To muzzle these voices
I must give up the fight.
Give up on love
If I’m to sleep tonight.

Give up on love?
I’d sooner face death
For a life without love
Is a life without breath.

So, these voices and I
shall continue this bout
for neither water, nor air, nor your love
will I survive without.


It’s only when you’ve reached
your tether’s end that you’re
asked to be patient, and it’s
only when you’ve given all that
you can, again and again, that
you’re asked to be kind, and it’s
only when you can’t, any more,
that you’re asked to go on for
that one last mile, and you’ve
asked of me patience, and
kindness, and tenacity more
times I can count, and that’s
why I sigh when you ask me
what’s wrong, because in trying
to demand all that you can
from me, I think you forgot that
even oceans, in their vastness,
are to silent shores, bound.


I would say I want to know
your body for all its curves
and undulations and dips
and peaks, but to know your
crevices would require a
sculptor’s touch, and my fingers
are clumsy from refilling my
pen with ink all day, so I’d rather
distill your every inch into a
language only the two of us
can speak, and write you down,
each line, each frown, each
scar, further polished into
yards and yards of poetry that
I read out to you every night,
with fevered kisses as our
punctuation, and slow
rhythms to which we breathe.


Missing someone who doesn’t
Miss you, or misses you a little
Less than you miss them reminds
Me of when we were packing up
My house in the suburbs, and my father
Told me to pick up a box carefully,
For it was heavy, and I could end
Up hurting myself, and I went up
To it, and geared myself up to put
In a lot of effort, and lunged up
With the box clutched in both of
My hands, but funnily, I picked up
The wrong box, and this was much
Lighter, so I fell, stumbling on my
Own feet, and hit the ground with
My head.

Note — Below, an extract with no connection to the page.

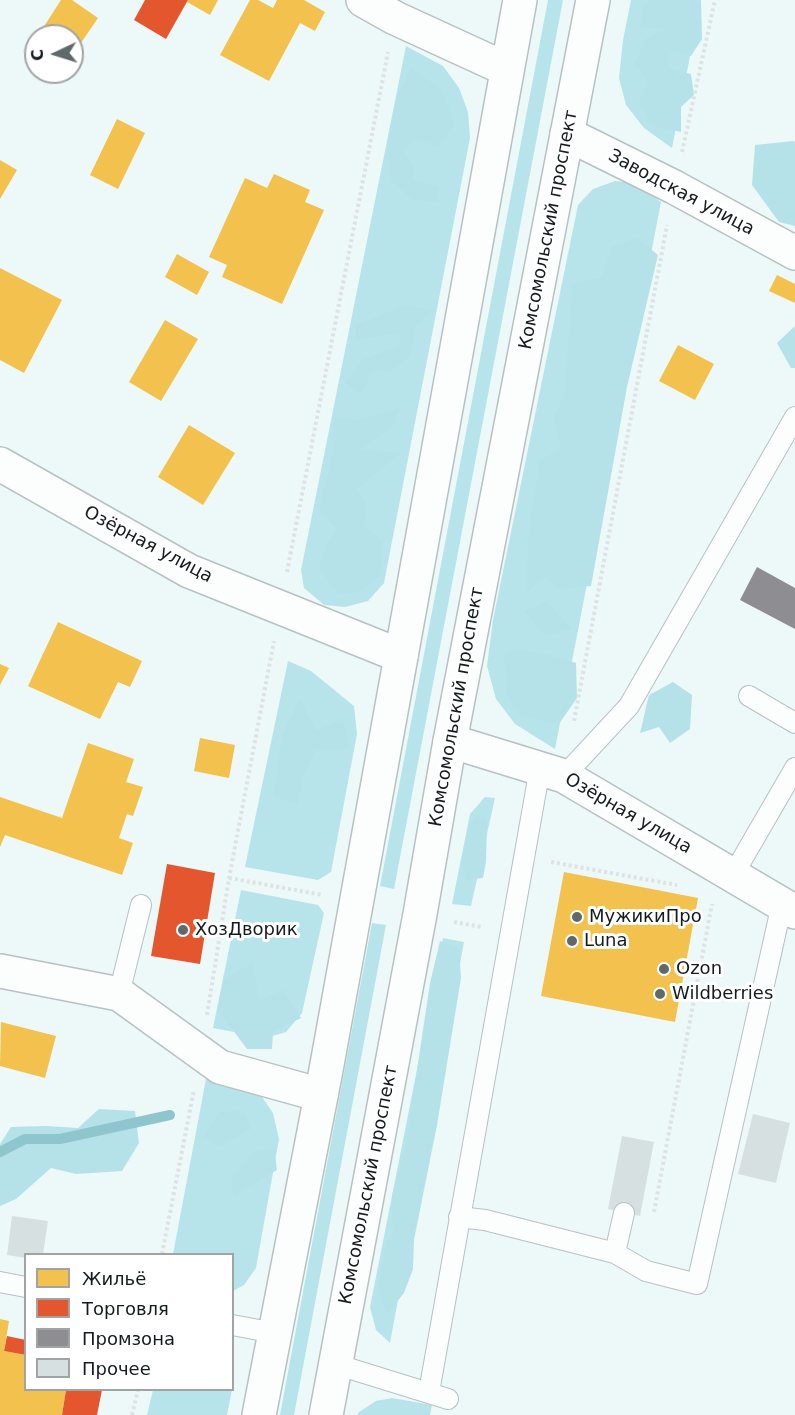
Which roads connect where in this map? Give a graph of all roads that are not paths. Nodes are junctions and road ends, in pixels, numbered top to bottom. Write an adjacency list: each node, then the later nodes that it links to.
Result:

I remember passing out
For a moment, and waking up to my
Mother’s concerned face, and she
Helped me get up, and said something
That I wish I could imbibe, for it
Would make my heart ache a little
Less today. She said, “don’t try so
Hard to make an effort with things
Before realizing how much they weigh.”


I’ve been asked to treat my body
Like a temple, again and again, like
A sacred sanctum that needs to
Be saved from sacrilege in any way
And form, and like an idol on a lonely
Pedestal, held high above any harm
Or pain, but all I know is that my body
Is just that, a body that is mine, and
It’s mine to tattoo with words I may
Or may not regret, and it’s mine to give
To those who love, and if I wish, those
Who simply lust instead, and it’s mine
To keep, and to tarnish, and to repair
And it’s mine to scar, and heal, and
Eventually count the delicate, pale lines
And marks, and stretches on, because
Temples are open to those who wish
To come and go as they please, and they’re
Open to those who trample delicate
Flowers as a sign of faith and peace, and
It’s meant as a symbol of enforced
Chastity, and my body is none of that,
It is the simplest expression of me.